_Task_.
Write down the listing again exactly as it appears below, without its pictures.

_Data supplied_.
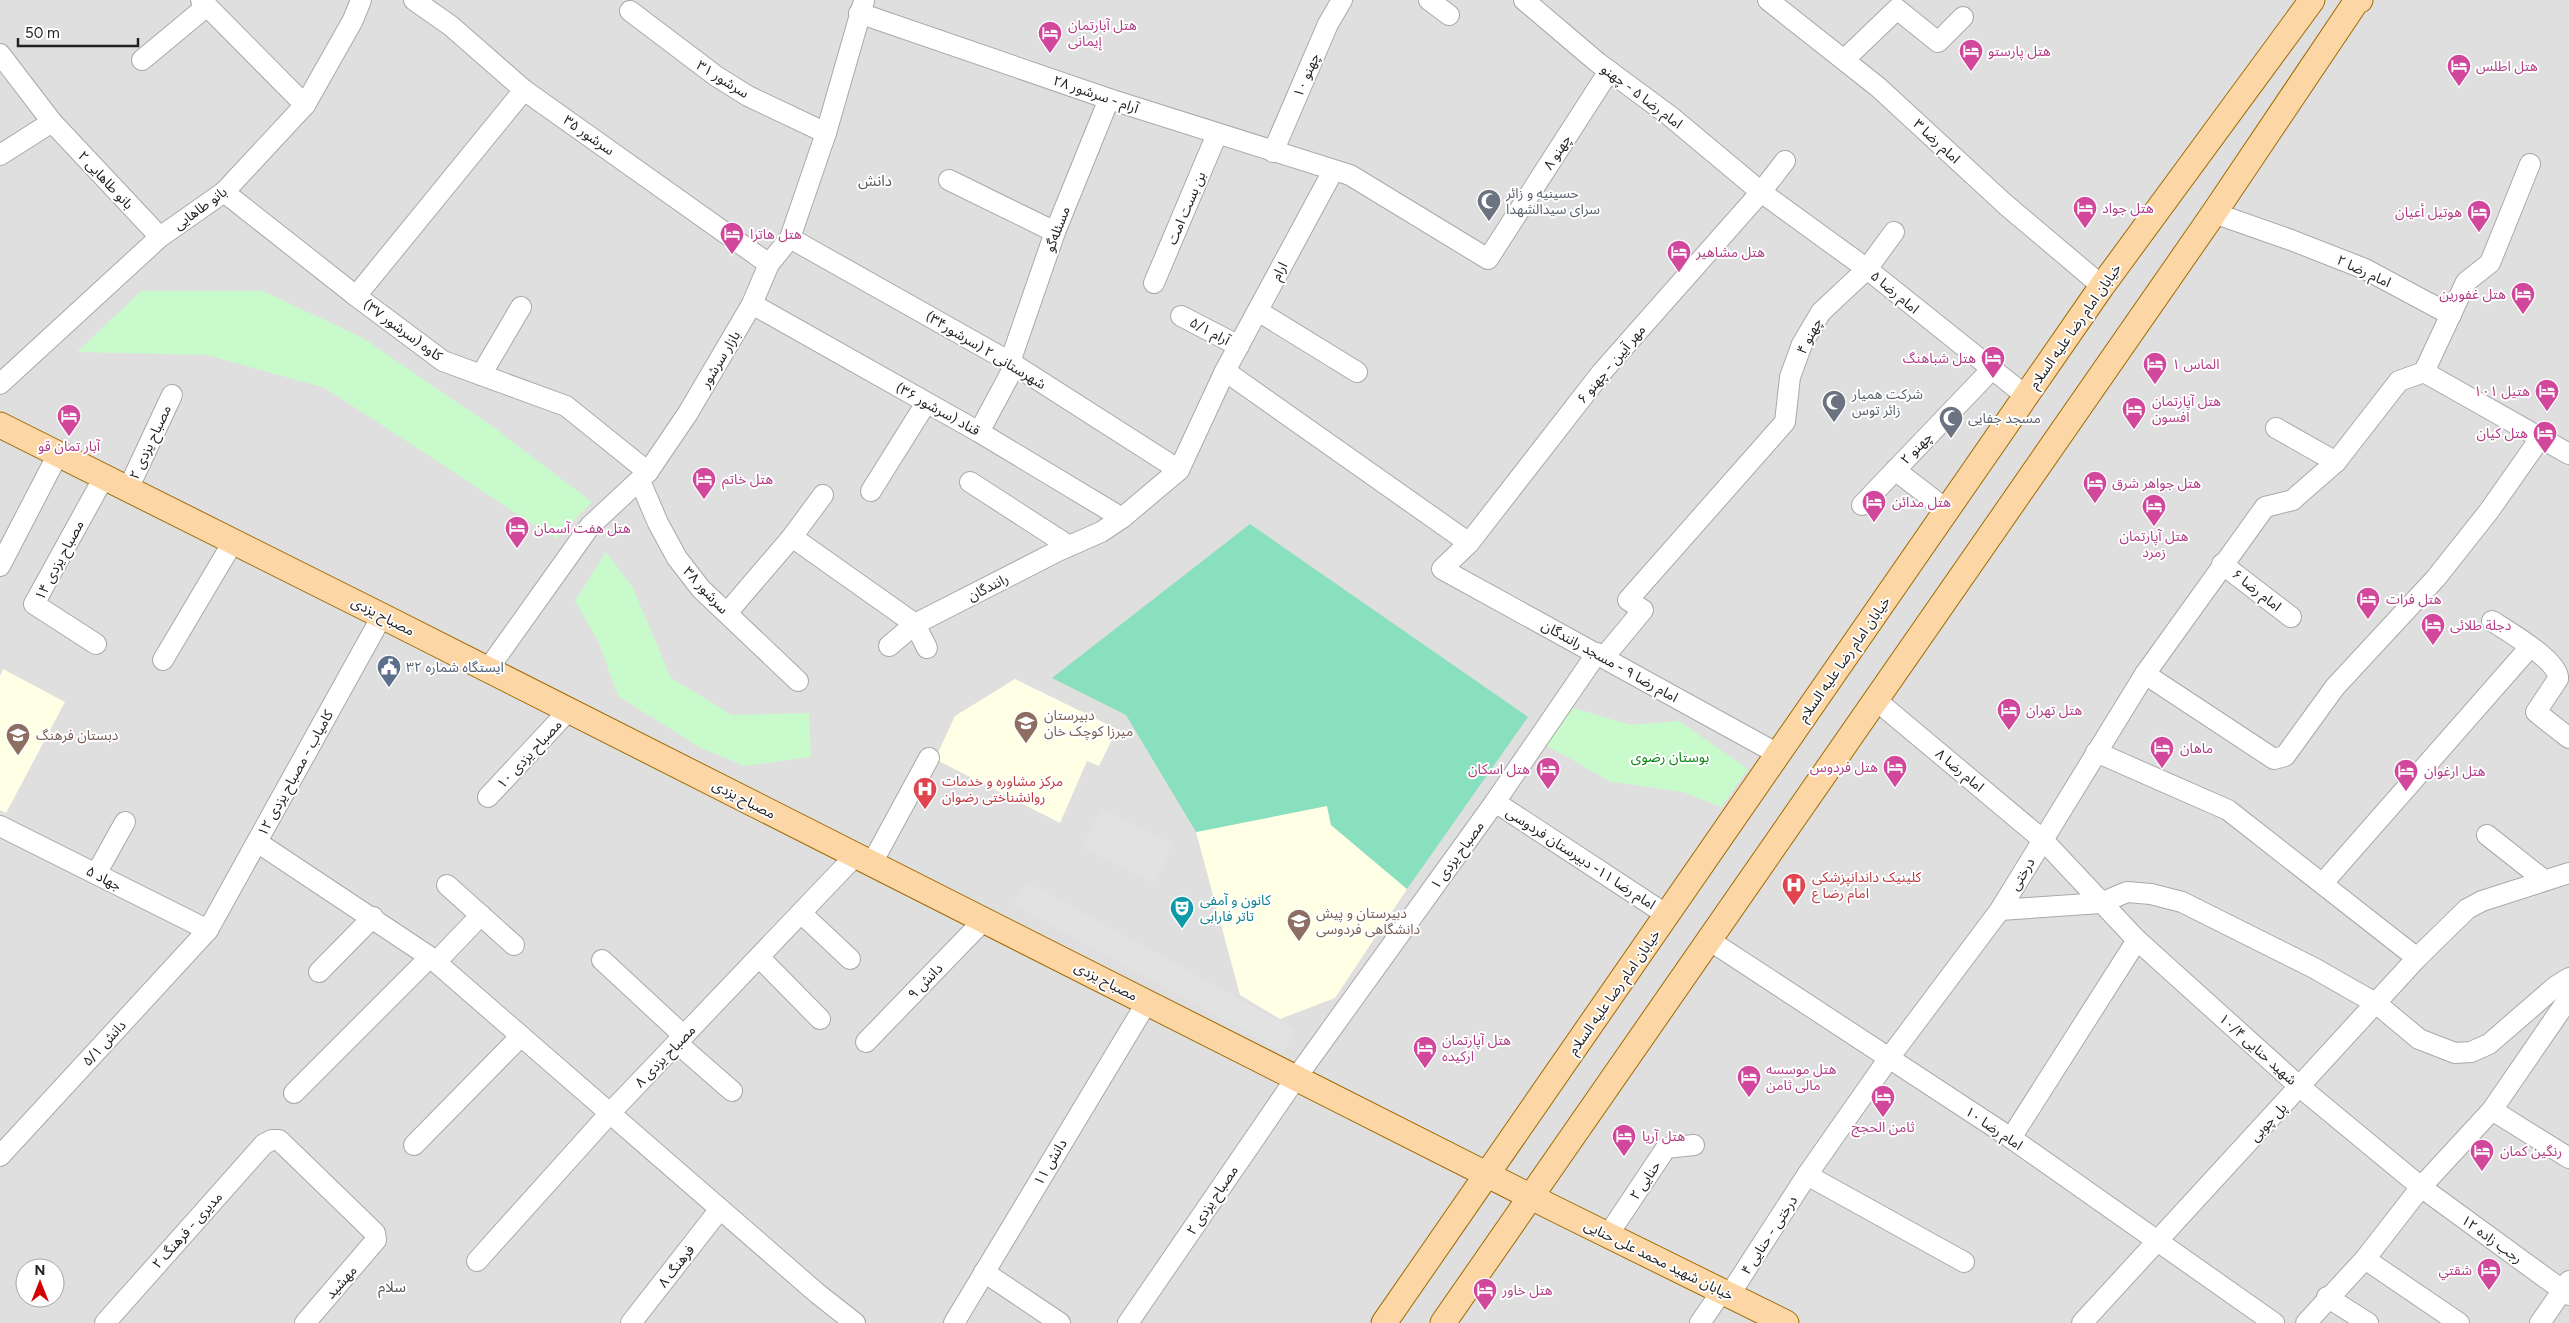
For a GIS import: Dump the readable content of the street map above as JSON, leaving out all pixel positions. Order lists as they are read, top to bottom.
{
  "streets": {
    "main road": ["خیابان امام رضا علیه السلام", "مصباح یزدی", "خیابان شهید محمد علی حنایی"],
    "street": [
      "چهنو ۱۰",
      "سرشور ۳۱",
      "آرام - سرشور ۲۸",
      "امام رضا ۵ - چهنو",
      "سرشور ۳۵",
      "امام رضا ۳",
      "چهنو ۸",
      "بانو طاهایی ۲",
      "بانو طاهایی",
      "بن بست امت",
      "مسئله‌گو",
      "ارام",
      "امام رضا ۲",
      "امام رضا ۵",
      "کاوه (سرشور ۳۷)",
      "آرام ۵/۱",
      "چهنو ۴",
      "شهرستانی ۲ (سرشور۳۴)",
      "بازار سرشور",
      "مهر آیین - چهنو ۶",
      "قناد (سرشور ۳۶)",
      "مصباح یزدی ۲",
      "چهنو ۲",
      "مصباح یزدی ۱۴",
      "رانندگان",
      "سرشور ۳۸",
      "امام رضا ۶",
      "امام رضا ۹ - مسجد رانندگان",
      "مصباح یزدی ۱۰",
      "امام رضا ۸",
      "کامیاب - مصباح یزدی ۱۲",
      "مصباح یزدی ۱",
      "امام رضا ۱۱- دبیرستان فردوسی",
      "درختی",
      "جهاد ۵",
      "دانش ۹",
      "دانش ۵/۱",
      "شهید حنایی ۱۰/۴",
      "مصباح یزدی ۸",
      "پل چوبی",
      "امام رضا ۱۰",
      "دانش ۱۱",
      "حنایی ۲",
      "مدیری - فرهنگ ۲",
      "درختی - حنایی ۴",
      "رجب زاده ۱۲",
      "فرهنگ ۸",
      "مهشید"
    ]
  },
  "crossings": [
    ["چهنو ۱۰", "آرام - سرشور ۲۸"],
    ["سرشور ۳۱", "بازار سرشور"],
    ["آرام - سرشور ۲۸", "چهنو ۸"],
    ["آرام - سرشور ۲۸", "بن بست امت"],
    ["آرام - سرشور ۲۸", "مسئله‌گو"],
    ["آرام - سرشور ۲۸", "ارام"],
    ["آرام - سرشور ۲۸", "بازار سرشور"],
    ["امام رضا ۵ - چهنو", "چهنو ۸"],
    ["امام رضا ۵ - چهنو", "امام رضا ۵"],
    ["امام رضا ۵ - چهنو", "مهر آیین - چهنو ۶"],
    ["سرشور ۳۵", "بازار سرشور"],
    ["امام رضا ۳", "خیابان امام رضا علیه السلام"],
    ["بانو طاهایی ۲", "بانو طاهایی"],
    ["بانو طاهایی", "کاوه (سرشور ۳۷)"],
    ["مسئله‌گو", "شهرستانی ۲ (سرشور۳۴)"],
    ["مسئله‌گو", "قناد (سرشور ۳۶)"],
    ["ارام", "آرام ۵/۱"],
    ["ارام", "رانندگان"],
    ["امام رضا ۵", "خیابان امام رضا علیه السلام"],
    ["امام رضا ۵", "چهنو ۴"],
    ["امام رضا ۵", "مهر آیین - چهنو ۶"],
    ["امام رضا ۵", "چهنو ۲"],
    ["خیابان امام رضا علیه السلام", "مصباح یزدی"],
    ["خیابان امام رضا علیه السلام", "امام رضا ۹ - مسجد رانندگان"],
    ["خیابان امام رضا علیه السلام", "امام رضا ۱۱- دبیرستان فردوسی"],
    ["خیابان امام رضا علیه السلام", "خیابان شهید محمد علی حنایی"],
    ["کاوه (سرشور ۳۷)", "بازار سرشور"],
    ["کاوه (سرشور ۳۷)", "سرشور ۳۸"],
    ["چهنو ۴", "مصباح یزدی ۱"],
    ["شهرستانی ۲ (سرشور۳۴)", "بازار سرشور"],
    ["شهرستانی ۲ (سرشور۳۴)", "رانندگان"],
    ["بازار سرشور", "قناد (سرشور ۳۶)"],
    ["بازار سرشور", "سرشور ۳۸"],
    ["بازار سرشور", "مصباح یزدی"],
    ["مهر آیین - چهنو ۶", "امام رضا ۹ - مسجد رانندگان"],
    ["قناد (سرشور ۳۶)", "رانندگان"],
    ["مصباح یزدی ۲", "مصباح یزدی"],
    ["مصباح یزدی ۲", "مصباح یزدی ۱"],
    ["مصباح یزدی ۱۴", "مصباح یزدی"],
    ["امام رضا ۶", "درختی"],
    ["مصباح یزدی", "مصباح یزدی ۱۰"],
    ["مصباح یزدی", "کامیاب - مصباح یزدی ۱۲"],
    ["مصباح یزدی", "مصباح یزدی ۱"],
    ["مصباح یزدی", "دانش ۹"],
    ["مصباح یزدی", "مصباح یزدی ۸"],
    ["مصباح یزدی", "دانش ۱۱"],
    ["مصباح یزدی", "خیابان شهید محمد علی حنایی"],
    ["امام رضا ۹ - مسجد رانندگان", "مصباح یزدی ۱"],
    ["امام رضا ۸", "درختی"],
    ["امام رضا ۸", "شهید حنایی ۱۰/۴"],
    ["کامیاب - مصباح یزدی ۱۲", "جهاد ۵"],
    ["کامیاب - مصباح یزدی ۱۲", "دانش ۵/۱"],
    ["مصباح یزدی ۱", "امام رضا ۱۱- دبیرستان فردوسی"],
    ["درختی", "امام رضا ۱۰"],
    ["درختی", "درختی - حنایی ۴"],
    ["جهاد ۵", "دانش ۵/۱"],
    ["شهید حنایی ۱۰/۴", "پل چوبی"],
    ["شهید حنایی ۱۰/۴", "رجب زاده ۱۲"],
    ["پل چوبی", "امام رضا ۱۰"],
    ["حنایی ۲", "خیابان شهید محمد علی حنایی"],
    ["مدیری - فرهنگ ۲", "مهشید"],
    ["درختی - حنایی ۴", "خیابان شهید محمد علی حنایی"]
  ],
  "districts": ["دانش", "سلام"],
  "parks": ["بوستان رضوی"],
  "places": {
    "hotel": [
      "هتل آبارتمان إیمانی",
      "هتل پارستو",
      "هتل اطلس",
      "هتل جواد",
      "هوتیل أعیان",
      "هتل هاترا",
      "هتل مشاهیر",
      "هتل غفورین",
      "هتل شباهنگ",
      "الماس ۱",
      "هتیل ۱۰۱",
      "هتل آپارتمان افسون",
      "آبار تمان قو",
      "هتل کیان",
      "هتل خاتم",
      "هتل جواهر شرق",
      "هتل مدائن",
      "هتل آپارتمان زمرد",
      "هتل هفت آسمان",
      "هتل فرات",
      "دجلة طلائی",
      "هتل تهران",
      "ماهان",
      "هتل فردوس",
      "هتل اسکان",
      "هتل ارغوان",
      "هتل آپارتمان ارکیده",
      "هتل موسسه مالی ثامن",
      "ثامن الحجج",
      "هتل آریا",
      "رنگین کمان",
      "شقتي",
      "هتل خاور"
    ],
    "mosque": ["حسینیه و زائر سرای سیدالشهدا", "شرکت همیار زائر توس", "مسجد جفایی"],
    "public building": ["ایستگاه شماره ۳۲"],
    "school or university": ["دبیرستان میرزا کوچک خان", "دبستان فرهنگ", "دبیرستان و پیش دانشگاهی فردوسی"],
    "hospital": ["مرکز مشاوره و خدمات روانشناختی رضوان", "کلینیک داندانپزشکى امام رضا ع"],
    "theatre": ["کانون و آمفی تاتر فارابی"]
  },
  "scale_bar": "50 m",
  "north": "top"
}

_Solution below_.
For a GIS import: Dump the readable content of the street map above as JSON, leaving out all pixel positions. Order lists as they are read, top to bottom.
{
  "streets": {
    "main road": ["خیابان امام رضا علیه السلام", "مصباح یزدی", "خیابان شهید محمد علی حنایی"],
    "street": [
      "چهنو ۱۰",
      "سرشور ۳۱",
      "آرام - سرشور ۲۸",
      "امام رضا ۵ - چهنو",
      "سرشور ۳۵",
      "امام رضا ۳",
      "چهنو ۸",
      "بانو طاهایی ۲",
      "بانو طاهایی",
      "بن بست امت",
      "مسئله‌گو",
      "ارام",
      "امام رضا ۲",
      "امام رضا ۵",
      "کاوه (سرشور ۳۷)",
      "آرام ۵/۱",
      "چهنو ۴",
      "شهرستانی ۲ (سرشور۳۴)",
      "بازار سرشور",
      "مهر آیین - چهنو ۶",
      "قناد (سرشور ۳۶)",
      "مصباح یزدی ۲",
      "چهنو ۲",
      "مصباح یزدی ۱۴",
      "رانندگان",
      "سرشور ۳۸",
      "امام رضا ۶",
      "امام رضا ۹ - مسجد رانندگان",
      "مصباح یزدی ۱۰",
      "امام رضا ۸",
      "کامیاب - مصباح یزدی ۱۲",
      "مصباح یزدی ۱",
      "امام رضا ۱۱- دبیرستان فردوسی",
      "درختی",
      "جهاد ۵",
      "دانش ۹",
      "دانش ۵/۱",
      "شهید حنایی ۱۰/۴",
      "مصباح یزدی ۸",
      "پل چوبی",
      "امام رضا ۱۰",
      "دانش ۱۱",
      "حنایی ۲",
      "مدیری - فرهنگ ۲",
      "درختی - حنایی ۴",
      "رجب زاده ۱۲",
      "فرهنگ ۸",
      "مهشید"
    ]
  },
  "crossings": [
    ["چهنو ۱۰", "آرام - سرشور ۲۸"],
    ["سرشور ۳۱", "بازار سرشور"],
    ["آرام - سرشور ۲۸", "چهنو ۸"],
    ["آرام - سرشور ۲۸", "بن بست امت"],
    ["آرام - سرشور ۲۸", "مسئله‌گو"],
    ["آرام - سرشور ۲۸", "ارام"],
    ["آرام - سرشور ۲۸", "بازار سرشور"],
    ["امام رضا ۵ - چهنو", "چهنو ۸"],
    ["امام رضا ۵ - چهنو", "امام رضا ۵"],
    ["امام رضا ۵ - چهنو", "مهر آیین - چهنو ۶"],
    ["سرشور ۳۵", "بازار سرشور"],
    ["امام رضا ۳", "خیابان امام رضا علیه السلام"],
    ["بانو طاهایی ۲", "بانو طاهایی"],
    ["بانو طاهایی", "کاوه (سرشور ۳۷)"],
    ["مسئله‌گو", "شهرستانی ۲ (سرشور۳۴)"],
    ["مسئله‌گو", "قناد (سرشور ۳۶)"],
    ["ارام", "آرام ۵/۱"],
    ["ارام", "رانندگان"],
    ["امام رضا ۵", "خیابان امام رضا علیه السلام"],
    ["امام رضا ۵", "چهنو ۴"],
    ["امام رضا ۵", "مهر آیین - چهنو ۶"],
    ["امام رضا ۵", "چهنو ۲"],
    ["خیابان امام رضا علیه السلام", "مصباح یزدی"],
    ["خیابان امام رضا علیه السلام", "امام رضا ۹ - مسجد رانندگان"],
    ["خیابان امام رضا علیه السلام", "امام رضا ۱۱- دبیرستان فردوسی"],
    ["خیابان امام رضا علیه السلام", "خیابان شهید محمد علی حنایی"],
    ["کاوه (سرشور ۳۷)", "بازار سرشور"],
    ["کاوه (سرشور ۳۷)", "سرشور ۳۸"],
    ["چهنو ۴", "مصباح یزدی ۱"],
    ["شهرستانی ۲ (سرشور۳۴)", "بازار سرشور"],
    ["شهرستانی ۲ (سرشور۳۴)", "رانندگان"],
    ["بازار سرشور", "قناد (سرشور ۳۶)"],
    ["بازار سرشور", "سرشور ۳۸"],
    ["بازار سرشور", "مصباح یزدی"],
    ["مهر آیین - چهنو ۶", "امام رضا ۹ - مسجد رانندگان"],
    ["قناد (سرشور ۳۶)", "رانندگان"],
    ["مصباح یزدی ۲", "مصباح یزدی"],
    ["مصباح یزدی ۲", "مصباح یزدی ۱"],
    ["مصباح یزدی ۱۴", "مصباح یزدی"],
    ["امام رضا ۶", "درختی"],
    ["مصباح یزدی", "مصباح یزدی ۱۰"],
    ["مصباح یزدی", "کامیاب - مصباح یزدی ۱۲"],
    ["مصباح یزدی", "مصباح یزدی ۱"],
    ["مصباح یزدی", "دانش ۹"],
    ["مصباح یزدی", "مصباح یزدی ۸"],
    ["مصباح یزدی", "دانش ۱۱"],
    ["مصباح یزدی", "خیابان شهید محمد علی حنایی"],
    ["امام رضا ۹ - مسجد رانندگان", "مصباح یزدی ۱"],
    ["امام رضا ۸", "درختی"],
    ["امام رضا ۸", "شهید حنایی ۱۰/۴"],
    ["کامیاب - مصباح یزدی ۱۲", "جهاد ۵"],
    ["کامیاب - مصباح یزدی ۱۲", "دانش ۵/۱"],
    ["مصباح یزدی ۱", "امام رضا ۱۱- دبیرستان فردوسی"],
    ["درختی", "امام رضا ۱۰"],
    ["درختی", "درختی - حنایی ۴"],
    ["جهاد ۵", "دانش ۵/۱"],
    ["شهید حنایی ۱۰/۴", "پل چوبی"],
    ["شهید حنایی ۱۰/۴", "رجب زاده ۱۲"],
    ["پل چوبی", "امام رضا ۱۰"],
    ["حنایی ۲", "خیابان شهید محمد علی حنایی"],
    ["مدیری - فرهنگ ۲", "مهشید"],
    ["درختی - حنایی ۴", "خیابان شهید محمد علی حنایی"]
  ],
  "districts": ["دانش", "سلام"],
  "parks": ["بوستان رضوی"],
  "places": {
    "hotel": [
      "هتل آبارتمان إیمانی",
      "هتل پارستو",
      "هتل اطلس",
      "هتل جواد",
      "هوتیل أعیان",
      "هتل هاترا",
      "هتل مشاهیر",
      "هتل غفورین",
      "هتل شباهنگ",
      "الماس ۱",
      "هتیل ۱۰۱",
      "هتل آپارتمان افسون",
      "آبار تمان قو",
      "هتل کیان",
      "هتل خاتم",
      "هتل جواهر شرق",
      "هتل مدائن",
      "هتل آپارتمان زمرد",
      "هتل هفت آسمان",
      "هتل فرات",
      "دجلة طلائی",
      "هتل تهران",
      "ماهان",
      "هتل فردوس",
      "هتل اسکان",
      "هتل ارغوان",
      "هتل آپارتمان ارکیده",
      "هتل موسسه مالی ثامن",
      "ثامن الحجج",
      "هتل آریا",
      "رنگین کمان",
      "شقتي",
      "هتل خاور"
    ],
    "mosque": ["حسینیه و زائر سرای سیدالشهدا", "شرکت همیار زائر توس", "مسجد جفایی"],
    "public building": ["ایستگاه شماره ۳۲"],
    "school or university": ["دبیرستان میرزا کوچک خان", "دبستان فرهنگ", "دبیرستان و پیش دانشگاهی فردوسی"],
    "hospital": ["مرکز مشاوره و خدمات روانشناختی رضوان", "کلینیک داندانپزشکى امام رضا ع"],
    "theatre": ["کانون و آمفی تاتر فارابی"]
  },
  "scale_bar": "50 m",
  "north": "top"
}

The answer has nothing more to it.